Current president and chief operating officer Bruce Claflin will take over as chief executive Jan. 1, 2001. Benhamou will remain as chairman. 3Com's board of directors approved the executive change at the company's shareholder's meeting today.
A 3Com spokesman said Benhamou decided to leave his post as CEO after 10 years of running the company.
"He made a 10-year commitment, and he fullfilled that commitment. It was his idea to retire," a 3Com spokesman said. "Claflin has been very busy and has played a key role in setting the strategic direction of the company. This is the right time..."
3Com, once a major force in networking, has struggled financially the past two years amid an exploding networking market.

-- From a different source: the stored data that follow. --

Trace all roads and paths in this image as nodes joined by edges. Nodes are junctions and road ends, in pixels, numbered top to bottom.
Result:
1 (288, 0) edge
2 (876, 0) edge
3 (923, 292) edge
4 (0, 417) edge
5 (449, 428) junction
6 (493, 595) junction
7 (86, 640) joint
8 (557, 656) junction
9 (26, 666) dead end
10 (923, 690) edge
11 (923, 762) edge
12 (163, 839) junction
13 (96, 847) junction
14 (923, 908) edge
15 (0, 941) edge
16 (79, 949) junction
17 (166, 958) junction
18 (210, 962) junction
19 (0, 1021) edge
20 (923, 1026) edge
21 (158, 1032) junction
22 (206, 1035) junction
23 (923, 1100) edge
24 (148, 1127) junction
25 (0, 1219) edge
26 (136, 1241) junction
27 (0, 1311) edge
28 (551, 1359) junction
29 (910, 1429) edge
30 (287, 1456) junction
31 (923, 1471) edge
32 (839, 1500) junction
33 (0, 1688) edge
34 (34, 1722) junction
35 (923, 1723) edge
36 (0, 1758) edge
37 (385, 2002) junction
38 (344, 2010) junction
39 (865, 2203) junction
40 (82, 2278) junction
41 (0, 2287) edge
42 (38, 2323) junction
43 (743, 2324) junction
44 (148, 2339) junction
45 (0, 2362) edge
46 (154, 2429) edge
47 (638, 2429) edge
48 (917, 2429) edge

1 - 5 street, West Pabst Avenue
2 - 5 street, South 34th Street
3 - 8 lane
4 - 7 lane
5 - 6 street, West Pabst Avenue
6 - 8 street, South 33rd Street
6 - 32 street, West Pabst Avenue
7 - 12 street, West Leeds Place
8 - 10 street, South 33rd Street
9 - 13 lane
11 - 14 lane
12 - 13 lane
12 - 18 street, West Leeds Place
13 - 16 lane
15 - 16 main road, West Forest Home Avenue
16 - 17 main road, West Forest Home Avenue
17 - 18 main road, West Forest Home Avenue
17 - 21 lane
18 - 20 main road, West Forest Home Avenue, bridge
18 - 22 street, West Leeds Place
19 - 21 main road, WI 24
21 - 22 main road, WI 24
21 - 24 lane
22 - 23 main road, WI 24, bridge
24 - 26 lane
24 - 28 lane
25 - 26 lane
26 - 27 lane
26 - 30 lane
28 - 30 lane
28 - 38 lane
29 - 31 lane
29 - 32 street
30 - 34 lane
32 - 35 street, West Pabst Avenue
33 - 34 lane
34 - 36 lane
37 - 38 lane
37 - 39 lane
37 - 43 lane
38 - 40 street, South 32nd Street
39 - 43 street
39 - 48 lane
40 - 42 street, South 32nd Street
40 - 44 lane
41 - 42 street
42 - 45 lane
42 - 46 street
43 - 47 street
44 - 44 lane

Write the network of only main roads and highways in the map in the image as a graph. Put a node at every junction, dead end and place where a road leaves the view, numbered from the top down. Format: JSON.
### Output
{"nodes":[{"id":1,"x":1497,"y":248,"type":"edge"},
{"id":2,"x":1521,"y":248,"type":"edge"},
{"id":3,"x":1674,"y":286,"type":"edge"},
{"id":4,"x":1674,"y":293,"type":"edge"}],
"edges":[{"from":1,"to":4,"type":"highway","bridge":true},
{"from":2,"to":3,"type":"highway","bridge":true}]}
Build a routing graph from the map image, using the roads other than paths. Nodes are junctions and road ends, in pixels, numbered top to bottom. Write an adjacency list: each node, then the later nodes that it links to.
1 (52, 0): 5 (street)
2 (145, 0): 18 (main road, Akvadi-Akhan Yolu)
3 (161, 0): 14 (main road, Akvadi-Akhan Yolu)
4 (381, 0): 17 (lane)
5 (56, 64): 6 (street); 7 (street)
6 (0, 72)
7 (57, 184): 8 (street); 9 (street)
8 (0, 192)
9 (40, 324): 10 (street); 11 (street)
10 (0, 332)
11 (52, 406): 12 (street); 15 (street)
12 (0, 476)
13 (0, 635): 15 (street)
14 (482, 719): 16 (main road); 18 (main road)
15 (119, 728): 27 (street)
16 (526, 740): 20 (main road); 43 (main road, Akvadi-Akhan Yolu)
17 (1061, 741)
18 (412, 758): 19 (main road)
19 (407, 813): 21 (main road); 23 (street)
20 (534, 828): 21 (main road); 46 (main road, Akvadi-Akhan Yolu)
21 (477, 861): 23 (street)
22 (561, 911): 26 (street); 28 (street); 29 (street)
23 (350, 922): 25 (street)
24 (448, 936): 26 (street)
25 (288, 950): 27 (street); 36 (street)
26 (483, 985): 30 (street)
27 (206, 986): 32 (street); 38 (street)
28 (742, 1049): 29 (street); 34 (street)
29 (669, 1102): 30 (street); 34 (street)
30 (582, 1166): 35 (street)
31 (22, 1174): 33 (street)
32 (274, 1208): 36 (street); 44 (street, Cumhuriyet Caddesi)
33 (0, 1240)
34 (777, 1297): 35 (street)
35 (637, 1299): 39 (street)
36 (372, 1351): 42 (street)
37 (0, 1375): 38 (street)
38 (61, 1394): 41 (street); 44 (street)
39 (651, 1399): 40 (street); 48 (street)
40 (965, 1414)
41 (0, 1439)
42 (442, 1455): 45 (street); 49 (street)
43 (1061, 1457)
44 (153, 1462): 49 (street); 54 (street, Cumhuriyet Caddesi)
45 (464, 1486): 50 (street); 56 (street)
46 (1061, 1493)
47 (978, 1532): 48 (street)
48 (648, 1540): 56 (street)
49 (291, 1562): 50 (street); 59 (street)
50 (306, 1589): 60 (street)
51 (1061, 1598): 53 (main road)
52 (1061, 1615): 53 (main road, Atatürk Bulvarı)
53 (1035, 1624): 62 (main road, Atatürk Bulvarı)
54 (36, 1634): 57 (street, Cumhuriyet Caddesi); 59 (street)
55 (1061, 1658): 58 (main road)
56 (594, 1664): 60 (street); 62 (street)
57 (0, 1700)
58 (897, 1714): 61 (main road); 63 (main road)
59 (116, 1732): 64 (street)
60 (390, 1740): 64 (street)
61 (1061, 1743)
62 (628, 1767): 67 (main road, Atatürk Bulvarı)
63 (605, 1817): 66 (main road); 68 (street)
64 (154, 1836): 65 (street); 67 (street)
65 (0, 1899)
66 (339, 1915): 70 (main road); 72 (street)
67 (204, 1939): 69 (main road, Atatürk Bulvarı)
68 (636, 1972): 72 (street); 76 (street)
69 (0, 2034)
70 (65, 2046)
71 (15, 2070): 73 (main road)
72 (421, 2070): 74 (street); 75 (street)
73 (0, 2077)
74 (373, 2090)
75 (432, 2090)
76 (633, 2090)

With Benhamou at the helm, 3Com has faced stagnant revenue growth, while long-time rivals Cisco Systems, Nortel Networks and emerging networking companies, such as Juniper Networks, Foundry Networks and Extreme Networks, have seen their profits skyrocket.
Prior to joining 3Com in 1998, Claflin was a senior vice president of sales and marketing at Digital and held senior management positions at IBM, including leading IBM's product management efforts for its PC business.
Benhamou, who had been grooming Claflin for the top job the past two years, said now was the perfect time for him to step down.
"Bruce is a very experienced, smart executive and he's up to the challenges" the company faces, Benhamou told CNET News.com. "We've just been through a strategic transformation...and it feels like the company is now on a growth path. Now's the best time to have a transition take place."
Analysts said today's move is a positive one for 3Com. "There's been some baggage associated with Benhamou for some time, because he was presiding over the last several years, and the company has struggled," said Chase Hambrecht & Quist analyst Erik Suppiger.
Argus Research analyst David Toung believes Claflin has already left an imprint on the company as second in command.
"Claflin is an operations-oriented person, and this may bring more focus to the company," Toung said. "The fact that 3Com is exiting low-margin businesses, I think Claflin had a lot to do with that."
On Tuesday, 3Com reported first-quarter sales that beat forecasts and a smaller-than-expected loss. 3Com executives expect the company will be profitable early next year.
Over the past year, 3Com has spun off Palm, shed its slow-growing analog modem business, and killed off its networking equipment arm for large businesses. The company now caters to small and midsized businesses and consumers, two markets the company has historically dominated.
The company also is selling software and equipment to service providers and focusing on emerging markets, such as high-speed modems, wireless and home networking and Internet telephony.
As 3Com chairman, Benhamou will run a technology committee on the board of directors as well as run 3Com's public policy as it relates to technology issues, such as the Digital Divide, the division between the wealthier segment of society with access to technology and all its riches, and those left behind.
Toung, the analyst, said the new role fits Benhamou, who has long been outspoken on the Digital Divide issue and how technology firms could bridge the gap between the haves and have-nots.